» **EXERCISE DETAILS**
Run through the data and copy out every line that mentions the word "dead".

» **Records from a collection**
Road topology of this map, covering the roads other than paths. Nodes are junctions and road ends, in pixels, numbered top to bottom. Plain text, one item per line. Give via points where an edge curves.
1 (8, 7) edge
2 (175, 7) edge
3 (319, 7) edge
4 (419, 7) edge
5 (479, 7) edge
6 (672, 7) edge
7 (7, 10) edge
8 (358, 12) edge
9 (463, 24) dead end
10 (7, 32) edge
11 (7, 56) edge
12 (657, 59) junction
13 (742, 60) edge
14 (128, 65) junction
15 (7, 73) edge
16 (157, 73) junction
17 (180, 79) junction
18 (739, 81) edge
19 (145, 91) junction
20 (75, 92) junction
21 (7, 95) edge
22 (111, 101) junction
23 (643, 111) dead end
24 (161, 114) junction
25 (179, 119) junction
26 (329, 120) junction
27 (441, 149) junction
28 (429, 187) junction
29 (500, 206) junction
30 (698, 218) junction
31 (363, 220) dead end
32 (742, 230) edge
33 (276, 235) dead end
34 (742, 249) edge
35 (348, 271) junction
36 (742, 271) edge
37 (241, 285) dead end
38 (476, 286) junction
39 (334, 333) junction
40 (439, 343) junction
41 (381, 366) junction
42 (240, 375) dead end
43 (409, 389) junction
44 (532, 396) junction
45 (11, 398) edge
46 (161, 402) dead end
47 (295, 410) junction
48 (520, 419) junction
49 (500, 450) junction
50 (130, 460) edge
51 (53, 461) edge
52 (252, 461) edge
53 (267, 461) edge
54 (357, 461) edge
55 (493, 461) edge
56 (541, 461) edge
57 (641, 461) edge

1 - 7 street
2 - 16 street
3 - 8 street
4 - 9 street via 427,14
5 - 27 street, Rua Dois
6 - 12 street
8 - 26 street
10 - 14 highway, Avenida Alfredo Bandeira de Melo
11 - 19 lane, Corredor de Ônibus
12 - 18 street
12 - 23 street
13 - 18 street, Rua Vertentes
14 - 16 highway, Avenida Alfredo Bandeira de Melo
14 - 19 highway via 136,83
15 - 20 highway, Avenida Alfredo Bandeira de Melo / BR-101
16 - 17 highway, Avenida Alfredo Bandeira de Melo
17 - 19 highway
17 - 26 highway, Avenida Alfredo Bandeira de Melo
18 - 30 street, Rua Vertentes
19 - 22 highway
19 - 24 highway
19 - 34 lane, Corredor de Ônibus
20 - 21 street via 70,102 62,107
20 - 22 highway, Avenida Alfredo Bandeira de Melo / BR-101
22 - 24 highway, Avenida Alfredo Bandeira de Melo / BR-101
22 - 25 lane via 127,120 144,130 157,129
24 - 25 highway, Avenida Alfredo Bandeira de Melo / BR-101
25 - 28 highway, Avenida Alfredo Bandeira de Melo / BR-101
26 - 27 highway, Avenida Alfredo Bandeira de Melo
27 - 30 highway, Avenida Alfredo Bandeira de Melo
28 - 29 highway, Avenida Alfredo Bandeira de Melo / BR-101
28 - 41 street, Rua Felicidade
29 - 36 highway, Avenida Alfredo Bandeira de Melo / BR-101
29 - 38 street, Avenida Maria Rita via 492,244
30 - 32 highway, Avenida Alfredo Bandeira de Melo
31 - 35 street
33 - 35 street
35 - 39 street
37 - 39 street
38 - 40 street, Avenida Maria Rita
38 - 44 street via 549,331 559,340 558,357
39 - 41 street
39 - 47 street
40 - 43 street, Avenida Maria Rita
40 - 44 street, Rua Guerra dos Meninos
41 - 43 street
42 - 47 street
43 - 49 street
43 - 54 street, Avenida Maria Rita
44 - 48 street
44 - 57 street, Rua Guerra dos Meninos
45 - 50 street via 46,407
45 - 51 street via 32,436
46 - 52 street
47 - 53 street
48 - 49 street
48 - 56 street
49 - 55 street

» **TASK SOLUTION**
9 (463, 24) dead end
23 (643, 111) dead end
31 (363, 220) dead end
33 (276, 235) dead end
37 (241, 285) dead end
42 (240, 375) dead end
46 (161, 402) dead end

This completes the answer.